Ieri una delegazione della Fnsi, composta dal Segretario generale Franco Siddi, dal Direttore generale Giancarlo Tartaglia, dal Presidente della Commissione Nazionale Lavoro Autonomo, Enrico Ferri e dal Coordinatore della Commissione Maurizio Bekar, è stata sentita dalla Commissione Lavoro del Senato, in ordine all’ “indagine conoscitiva sul trattamento normativo ed economico nel settore dell’Editoria”. Siddi ha depositato una relazione che è stata messa agli atti e che riportiamo. L’Audizione, durata per un’ora circa, ha toccato vari capitoli della situazione generale dell’editoria e le domande dei senatori presenti hanno voluto fare luce soprattutto sulla situazione del precariato giornalistico e sul lavoro dei giornalisti freelance.
”La Fnsi – si legge in una nota – denunciando il comportamento attuato anche da grandi gruppi editoriali, di retribuire con compensi non decorosi (3-4 euro ad articolo), i giornalisti freelance e parasubordinati, ha ribadito la necessità di una normativa generale che consenta di favorire il confronto tra editori e giornalisti sul lavoro autonomo per l’istituzione di tariffari per il lavoro freelance”.

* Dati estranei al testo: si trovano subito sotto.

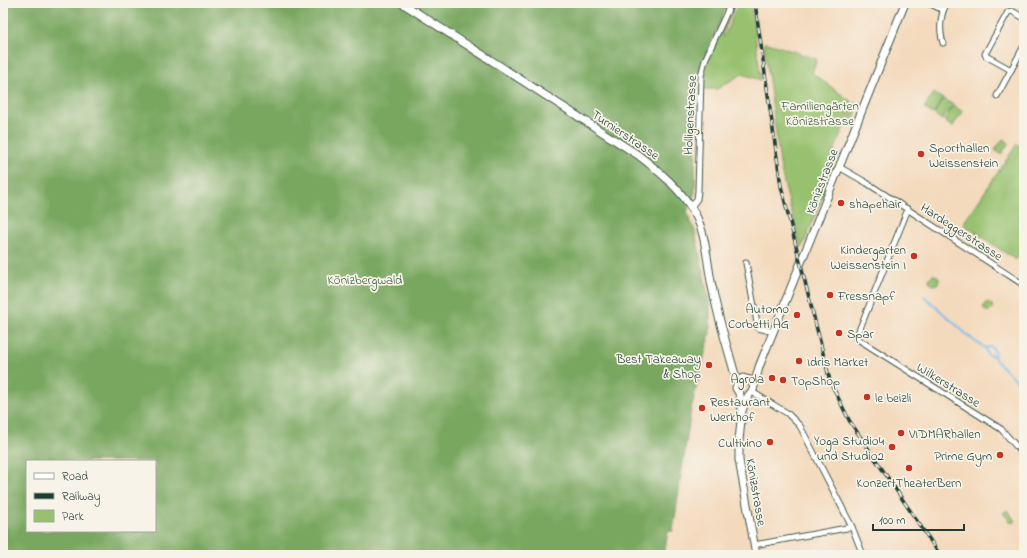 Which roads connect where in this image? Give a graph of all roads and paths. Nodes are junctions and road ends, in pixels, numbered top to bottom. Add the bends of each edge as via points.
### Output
1 (402, 3) edge
2 (731, 3) edge
3 (906, 3) edge
4 (929, 3) edge
5 (947, 3) edge
6 (943, 10) junction
7 (1024, 18) edge
8 (943, 43) dead end
9 (1024, 46) edge
10 (1011, 70) junction
11 (997, 96) dead end
12 (839, 167) junction
13 (691, 207) junction
14 (908, 209) junction
15 (746, 263) dead end
16 (1024, 284) edge
17 (774, 332) junction
18 (856, 338) joint
19 (759, 367) junction
20 (743, 380) junction
21 (748, 392) junction
22 (1024, 455) edge
23 (852, 527) junction
24 (754, 545) junction
25 (756, 555) edge
26 (863, 555) edge

1 - 13 main road, Turnierstrasse via 638,155 668,179
2 - 13 street, Holligenstrasse via 702,70 698,191 697,199
3 - 12 main road, Könizstrasse
4 - 6 street
5 - 6 street
6 - 8 street
7 - 10 street via 1012,11 1008,12 985,54
9 - 10 street
10 - 11 street
12 - 14 street, Hardeggerstrasse
12 - 17 main road, Könizstrasse
13 - 20 main road, Turnierstrasse via 701,228 713,291 732,364
14 - 16 street, Hardeggerstrasse
14 - 18 street, Hardeggerstrasse
15 - 17 street via 758,328
17 - 19 main road, Könizstrasse
18 - 22 street, Wilkerstrasse via 1001,429
19 - 20 main road, Könizstrasse
19 - 21 main road, Könizstrasse
20 - 21 main road
20 - 21 main road, Könizstrasse via 736,391
21 - 23 street via 788,413 800,426
21 - 24 main road, Könizstrasse via 742,410 739,455
23 - 24 street
23 - 26 street
24 - 25 main road, Könizstrasse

L’Indagine che si sta tenendo al Senato è nata nell’autunno del 2010 da una tavolo di concertazione regionale istituito dalla Regione Veneto (assessore Elena Donazzan) su iniziativa del Coordinamento precari Re.Fusi, il Sindacato dei giornalisti del Veneto, su proposta del senatore Castro del Pdl, poi divenuta bipartisan e fatta propria dalla Commissione Lavoro e Previdenza del Senato.